Leaving these characters again is bittersweet. I loved, even when it wasn't nice stuff going on, spending time with them and learning more about their stories. I love how Sabaa writes her characters like we are here in the real world, complex where nothing is a simple as it seems or we wish it could be. There are shades of gray and things are nuanced. The why of a persons choices matter in helping to understand why they do what they do and maybe try and stop them or change their mind.

There are so many answers but also so many effin new questions too!!!

This is on my list of MUST READ books when I am asked for suggestions.

(Finished June 6, 2018)

Saturday, June 2, 2018

The Secret Diary of Hendrik Groen (Hendrik Groen #1) by Hendrik Groen

Another book I stumbled across on the Buy 2 Get 1 Free table. I was not disappointed. 

Hendrik is 83 and lives in a nursing or assisted living type place. He has no family that visits him, he had a daughter and his wife is in an institution, but he has this circle of friends, his tribe if you will, who have come to come to care for each other. 

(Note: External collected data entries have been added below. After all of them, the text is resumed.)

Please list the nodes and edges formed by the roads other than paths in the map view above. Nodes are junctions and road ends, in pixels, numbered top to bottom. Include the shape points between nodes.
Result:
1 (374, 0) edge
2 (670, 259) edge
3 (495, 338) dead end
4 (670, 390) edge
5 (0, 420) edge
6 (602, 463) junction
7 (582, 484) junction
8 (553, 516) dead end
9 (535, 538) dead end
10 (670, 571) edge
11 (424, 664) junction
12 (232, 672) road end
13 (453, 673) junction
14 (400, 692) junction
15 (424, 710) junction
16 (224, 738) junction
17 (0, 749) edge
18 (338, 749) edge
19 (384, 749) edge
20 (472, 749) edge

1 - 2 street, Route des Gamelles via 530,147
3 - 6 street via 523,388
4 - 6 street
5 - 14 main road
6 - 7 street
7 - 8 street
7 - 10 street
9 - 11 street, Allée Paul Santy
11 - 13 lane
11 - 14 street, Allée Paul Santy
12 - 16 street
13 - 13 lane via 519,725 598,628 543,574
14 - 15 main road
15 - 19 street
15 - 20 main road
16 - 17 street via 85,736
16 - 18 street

Hendrik has decided to keep a journal for a year, a place where after he is gone his thoughts he hadn't been able to voice outlaid could be shared. What we are left with is an intimate, at times funny, at times painful, and at times cringe worthy look into the lives of the old and forgotten. 

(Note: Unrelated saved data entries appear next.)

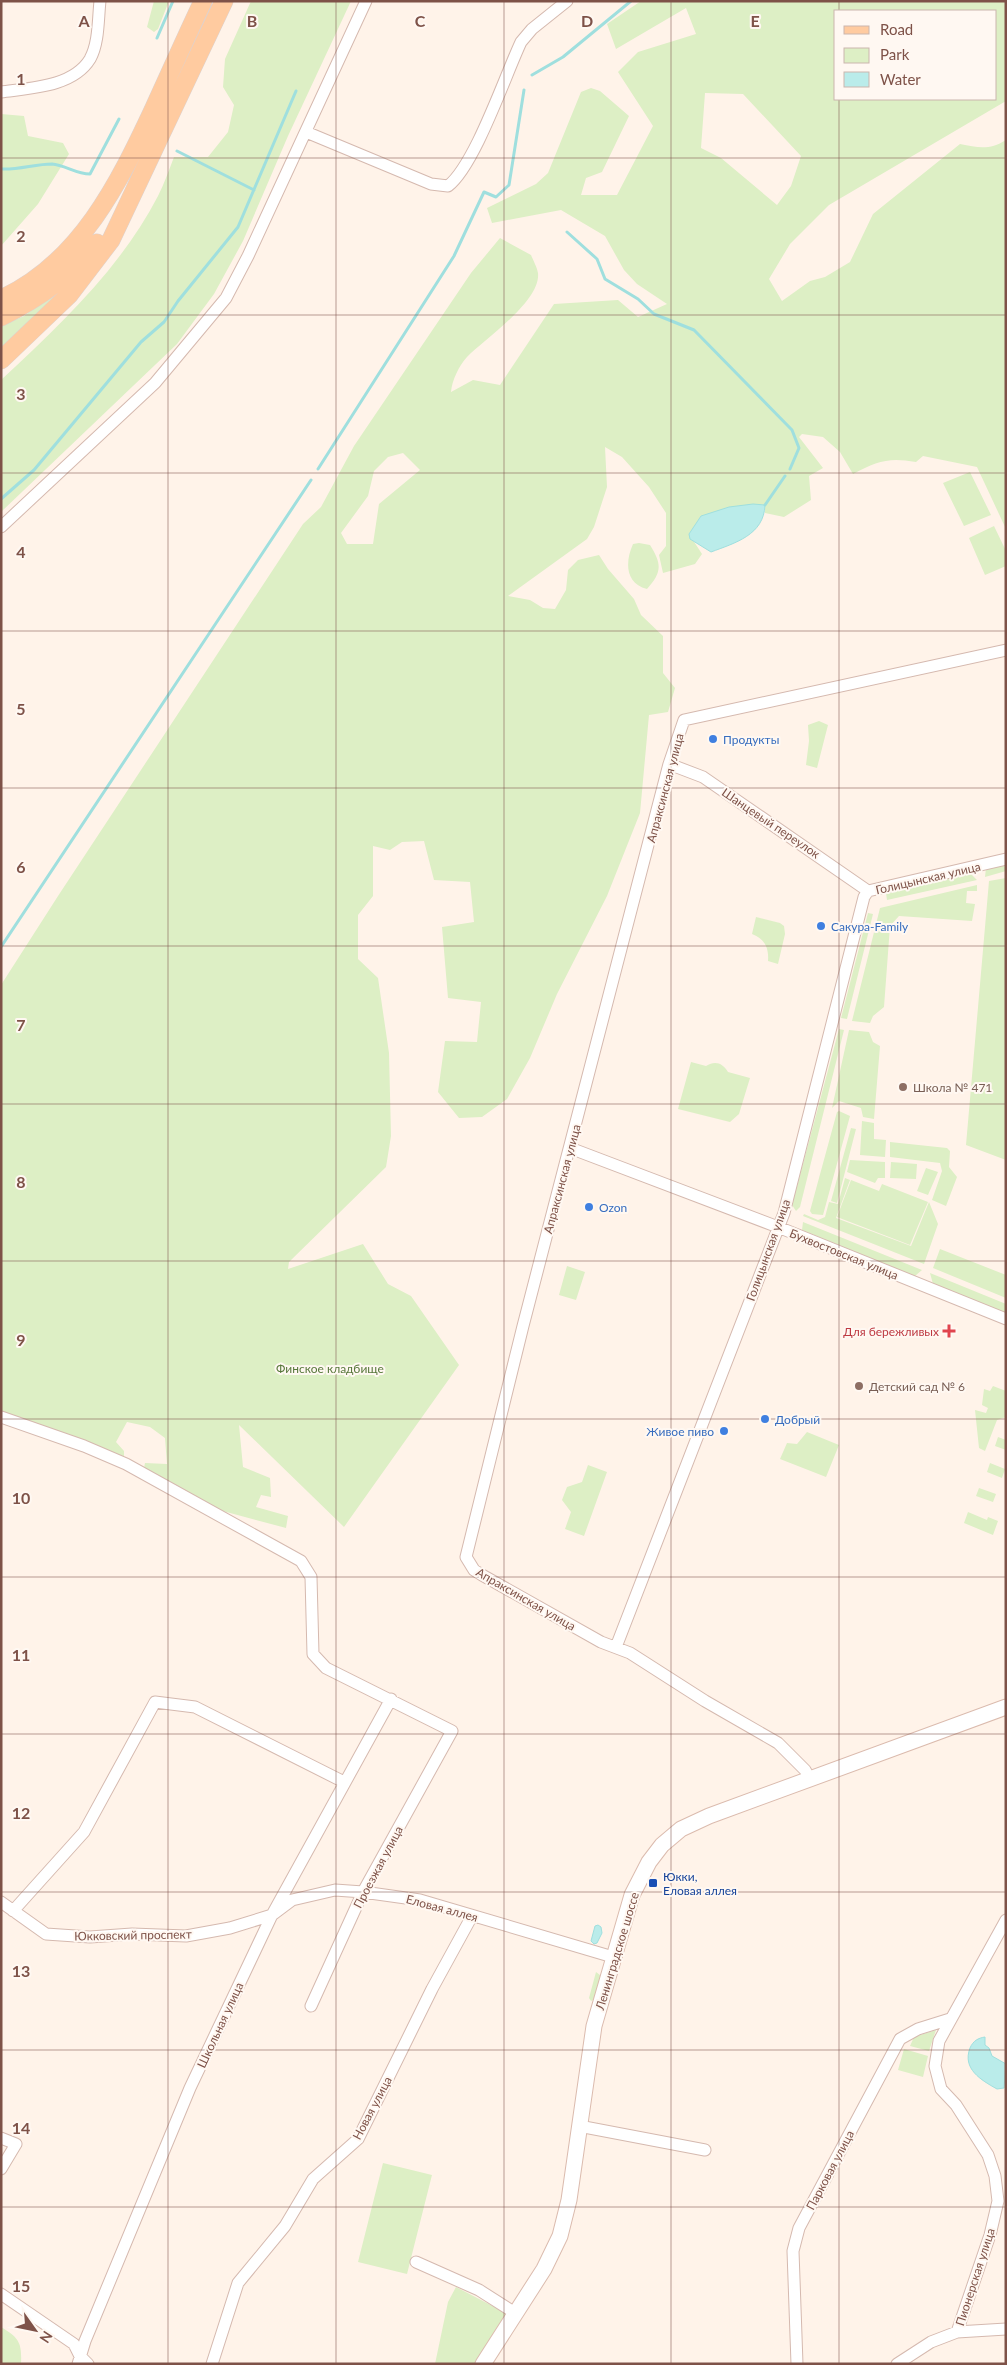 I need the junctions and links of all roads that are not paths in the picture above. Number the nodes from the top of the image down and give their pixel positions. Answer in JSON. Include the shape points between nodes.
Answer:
{"nodes":[{"id":1,"x":100,"y":1,"type":"edge"},
{"id":2,"x":203,"y":1,"type":"edge"},
{"id":3,"x":224,"y":1,"type":"edge"},
{"id":4,"x":366,"y":1,"type":"edge"},
{"id":5,"x":567,"y":1,"type":"edge"},
{"id":6,"x":1,"y":92,"type":"edge"},
{"id":7,"x":306,"y":132,"type":"junction"},
{"id":8,"x":128,"y":204,"type":"junction"},
{"id":9,"x":1,"y":300,"type":"edge"},
{"id":10,"x":1,"y":317,"type":"edge"},
{"id":11,"x":1,"y":360,"type":"edge"},
{"id":12,"x":1,"y":527,"type":"edge"},
{"id":13,"x":1006,"y":650,"type":"edge"},
{"id":14,"x":669,"y":764,"type":"junction"},
{"id":15,"x":1006,"y":859,"type":"edge"},
{"id":16,"x":868,"y":891,"type":"junction"},
{"id":17,"x":570,"y":1148,"type":"junction"},
{"id":18,"x":778,"y":1227,"type":"junction"},
{"id":19,"x":1006,"y":1319,"type":"edge"},
{"id":20,"x":1,"y":1417,"type":"edge"},
{"id":21,"x":616,"y":1647,"type":"junction"},
{"id":22,"x":391,"y":1699,"type":"junction"},
{"id":23,"x":1006,"y":1708,"type":"edge"},
{"id":24,"x":810,"y":1779,"type":"junction"},
{"id":25,"x":344,"y":1782,"type":"junction"},
{"id":26,"x":363,"y":1892,"type":"junction"},
{"id":27,"x":1,"y":1902,"type":"edge"},
{"id":28,"x":13,"y":1911,"type":"junction"},
{"id":29,"x":272,"y":1915,"type":"junction"},
{"id":30,"x":472,"y":1916,"type":"junction"},
{"id":31,"x":1006,"y":1920,"type":"edge"},
{"id":32,"x":613,"y":1957,"type":"junction"},
{"id":33,"x":311,"y":2006,"type":"dead end"},
{"id":34,"x":950,"y":2019,"type":"junction"},
{"id":35,"x":579,"y":2126,"type":"junction"},
{"id":36,"x":1,"y":2138,"type":"edge"},
{"id":37,"x":705,"y":2150,"type":"dead end"},
{"id":38,"x":1,"y":2169,"type":"edge"},
{"id":39,"x":416,"y":2262,"type":"dead end"},
{"id":40,"x":1,"y":2294,"type":"edge"},
{"id":41,"x":515,"y":2313,"type":"junction"},
{"id":42,"x":1006,"y":2328,"type":"edge"},
{"id":43,"x":957,"y":2332,"type":"junction"},
{"id":44,"x":82,"y":2361,"type":"edge"},
{"id":45,"x":212,"y":2364,"type":"edge"},
{"id":46,"x":483,"y":2364,"type":"edge"},
{"id":47,"x":797,"y":2364,"type":"edge"},
{"id":48,"x":897,"y":2364,"type":"edge"}],
"edges":[{"from":1,"to":6,"type":"street","via":[[90,59],[74,75],[48,84]]},
{"from":2,"to":9,"type":"main road","via":[[126,169],[92,224],[57,262]]},
{"from":3,"to":8,"type":"main road"},
{"from":4,"to":7,"type":"street"},
{"from":5,"to":7,"type":"street","via":[[521,42],[479,138],[460,175],[448,186],[431,184]]},
{"from":7,"to":12,"type":"street","via":[[230,290],[208,322],[155,382]]},
{"from":8,"to":10,"type":"main road","via":[[63,279],[24,306]]},
{"from":8,"to":11,"type":"main road","via":[[111,240],[70,296]]},
{"from":13,"to":14,"type":"street","name":"Апраксинская улица","via":[[684,720]]},
{"from":14,"to":16,"type":"street","name":"Шанцевый переулок","via":[[703,777]]},
{"from":14,"to":17,"type":"street","name":"Апраксинская улица"},
{"from":15,"to":16,"type":"street","name":"Голицынская улица"},
{"from":16,"to":18,"type":"street","name":"Голицынская улица","via":[[860,905],[833,1022]]},
{"from":17,"to":18,"type":"street","name":"Бухвостовская улица"},
{"from":17,"to":21,"type":"street","name":"Апраксинская улица","via":[[466,1557],[474,1570],[482,1575],[601,1642]]},
{"from":18,"to":19,"type":"street","name":"Бухвостовская улица"},
{"from":18,"to":21,"type":"street","name":"Голицынская улица"},
{"from":20,"to":22,"type":"street","via":[[126,1464],[301,1561],[311,1577],[312,1654],[326,1668]]},
{"from":21,"to":24,"type":"street","name":"Апраксинская улица","via":[[778,1743]]},
{"from":22,"to":25,"type":"street","name":"Школьная улица"},
{"from":22,"to":26,"type":"street","name":"Проезжая улица","via":[[452,1731]]},
{"from":23,"to":24,"type":"main road","name":"Ленинградское шоссе"},
{"from":24,"to":32,"type":"main road","name":"Ленинградское шоссе","via":[[709,1816],[681,1830],[662,1845],[638,1883]]},
{"from":25,"to":28,"type":"street","via":[[195,1707],[155,1702],[84,1832]]},
{"from":25,"to":29,"type":"street","name":"Школьная улица"},
{"from":26,"to":29,"type":"street","name":"Еловая аллея","via":[[335,1890],[292,1900]]},
{"from":26,"to":30,"type":"street","name":"Еловая аллея","via":[[420,1900]]},
{"from":26,"to":33,"type":"street","name":"Проезжая улица"},
{"from":27,"to":28,"type":"street","name":"Юкковский проспект"},
{"from":28,"to":29,"type":"street","name":"Юкковский проспект","via":[[46,1934],[90,1937],[132,1934],[186,1936],[230,1928]]},
{"from":29,"to":44,"type":"street","name":"Школьная улица","via":[[190,2088]]},
{"from":30,"to":32,"type":"street","name":"Еловая аллея"},
{"from":30,"to":45,"type":"street","name":"Новая улица","via":[[358,2139],[313,2178],[285,2226],[238,2283]]},
{"from":31,"to":34,"type":"street","name":"Пионерская улица"},
{"from":32,"to":35,"type":"main road","name":"Ленинградское шоссе","via":[[594,2026]]},
{"from":34,"to":43,"type":"street","name":"Пионерская улица","via":[[939,2041],[935,2066],[941,2089],[988,2155],[996,2176],[998,2200],[990,2235]]},
{"from":34,"to":47,"type":"street","name":"Парковая улица","via":[[918,2029],[900,2039],[799,2228],[793,2251]]},
{"from":35,"to":37,"type":"street"},
{"from":35,"to":41,"type":"main road","name":"Ленинградское шоссе","via":[[569,2200],[560,2236],[544,2269]]},
{"from":36,"to":38,"type":"street","via":[[16,2144]]},
{"from":39,"to":41,"type":"street","via":[[479,2290]]},
{"from":40,"to":44,"type":"street","via":[[74,2344]]},
{"from":41,"to":46,"type":"main road","name":"Ленинградское шоссе"},
{"from":42,"to":43,"type":"street"},
{"from":43,"to":48,"type":"street","name":"Пионерская улица","via":[[931,2342]]}]}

There are some thoughts he has or comments he reports others voicing (a few times it isn't 100% clear if it's his belief of that of those around him and if he is displeased by them and being snarky) that are racist or anti-immigrant. I read this through my lens of experience as an American with liberal leanings, but this book was written 4 years ago in the Netherlands and so some of the cultural differences could be lost in translation. 

That being said, this book had a lot of heart and a few really good laughs. It was a sad and happy, interesting and frustrating, real feeling look into the lives of Hendrik and his peers and I couldn't help but love him!!